A premier international energy services group has initiated a massive recruitment drive for specialized technical personnel. Below, we break down every single vacancy in comprehensive detail—covering the precise day-to-day responsibilities, mandatory technical competencies, preferred automation platforms, and the exact certification matrices required to clear the screening process.

The Strategic Importance of Early Production Facilities (EPFs) in Africa

To understand why these roles are so critical, one must look at how modern upstream assets are developed. Traditionally, bringing an oil field from discovery to full production took up to a decade. Today, operators deploy Early Production Facilities (EPFs).

An EPF is a modular, fast-track processing plant that allows operators to start producing oil and gas while permanent, large-scale production facilities are still under construction. This allows for rapid cash flow generation and provides crucial, real-time dynamic data about the reservoir’s long-term performance.

Because EPFs compress complex processing systems—such as three-phase separation, crude oil sweetening, gas compression, produced water treatment, and chemical injection—into compact, highly automated footprints, the personnel running them must be multi-skilled, resilient, and deeply versed in process safety management.

Detailed Breakdown of All Technical Vacancies

1. Control Room Operator (CRO)

  • Experience Required: 7+ years in DCS/SCADA operations within upstream oil and gas or automated refinery environments.

  • Core Systems: Yokogawa Centum VP, Emerson DeltaV, ABB 800xA, or Honeywell Experion.

Role Overview & Operational Impact

The Control Room Operator is the nerve center of the entire production facility. Operating from a centralized, blast-resistant control room, the CRO is responsible for the continuous, real-time stabilization of the plant’s thermodynamic and hydraulic processes. You are the primary defense against unplanned shutdowns, equipment damage, and catastrophic process safety incidents.

Key Responsibilities

  • Process Stabilization: Remotely monitor and control plant variables including pressures, temperatures, flow rates, and fluid levels across three-phase separators, gas compressors, and chemical injection skids using Distributed Control Systems (DCS) and Supervisory Control and Data Acquisition (SCADA) interfaces.

  • Advanced Process Control Logic: Read, interpret, and adjust complex process control loops. You must understand cascade control, feed-forward loops, and split-range control configurations to maintain optimum production efficiency under fluctuating wellhead pressures.

  • Alarm Management: Master alarm rationalization.
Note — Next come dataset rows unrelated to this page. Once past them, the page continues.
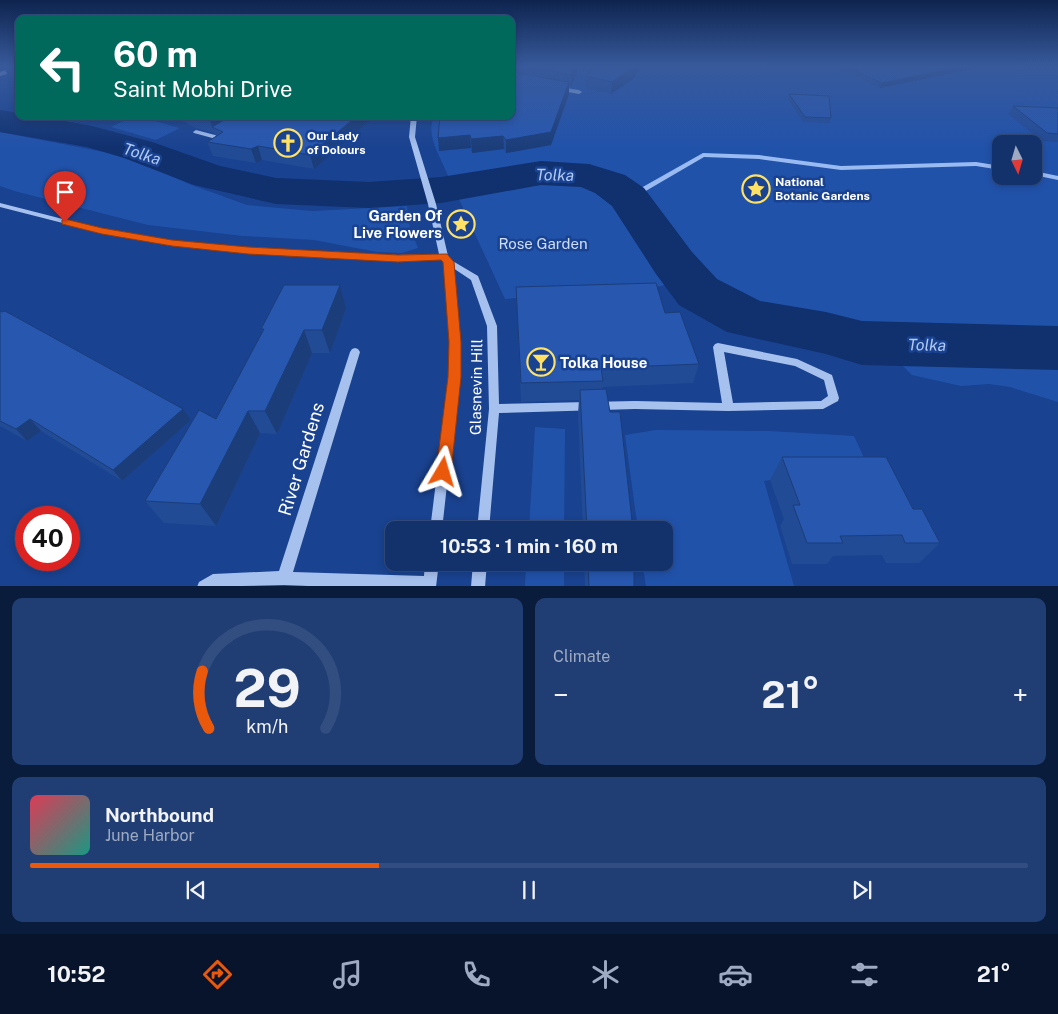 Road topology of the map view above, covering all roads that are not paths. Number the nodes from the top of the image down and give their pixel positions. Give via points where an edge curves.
1 (414, 120) edge
2 (231, 129) edge
3 (196, 132) edge
4 (0, 205) edge
5 (446, 259) junction
6 (354, 352) dead end
7 (728, 407) junction
8 (494, 409) junction
9 (437, 521) edge
10 (484, 521) edge
11 (431, 571) edge
12 (479, 571) edge
13 (284, 578) junction
14 (429, 585) edge
15 (204, 586) edge
16 (478, 586) edge

1 - 5 street, Glasnevin Hill via 412,137
2 - 3 street via 216,137
4 - 5 street via 102,231 172,243 248,250
5 - 8 street, Glasnevin Hill via 475,278 492,326
5 - 9 street, Glasnevin Hill via 455,342 454,377
6 - 13 street, River Gardens
7 - 7 street via 823,405 834,398 828,378 797,363 718,347
7 - 8 street via 636,405
8 - 10 street, Glasnevin Hill
11 - 14 street
12 - 16 street
13 - 14 street
13 - 15 street via 214,581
You must instantly distinguish between nuisance alarms and high-priority, safety-critical alerts, executing rapid diagnostic protocols to mitigate issues before they trigger an automatic Emergency Shutdown (ESD).

  • Emergency Response Execution: In the event of a process upset or gas detection, execute standard operating procedures (SOPs) for partial or total plant isolation, depressurizing systems safely through the flare stack system.

Technical Competencies & Systems Familiarity

The ideal candidate must exhibit native familiarity with cause-and-effect matrices, Process Flow Diagrams (PFDs), and Piping and Instrumentation Diagrams (P&IDs). Preferred certifications include formal vendor training certificates directly from Yokogawa, Emerson, or ABB.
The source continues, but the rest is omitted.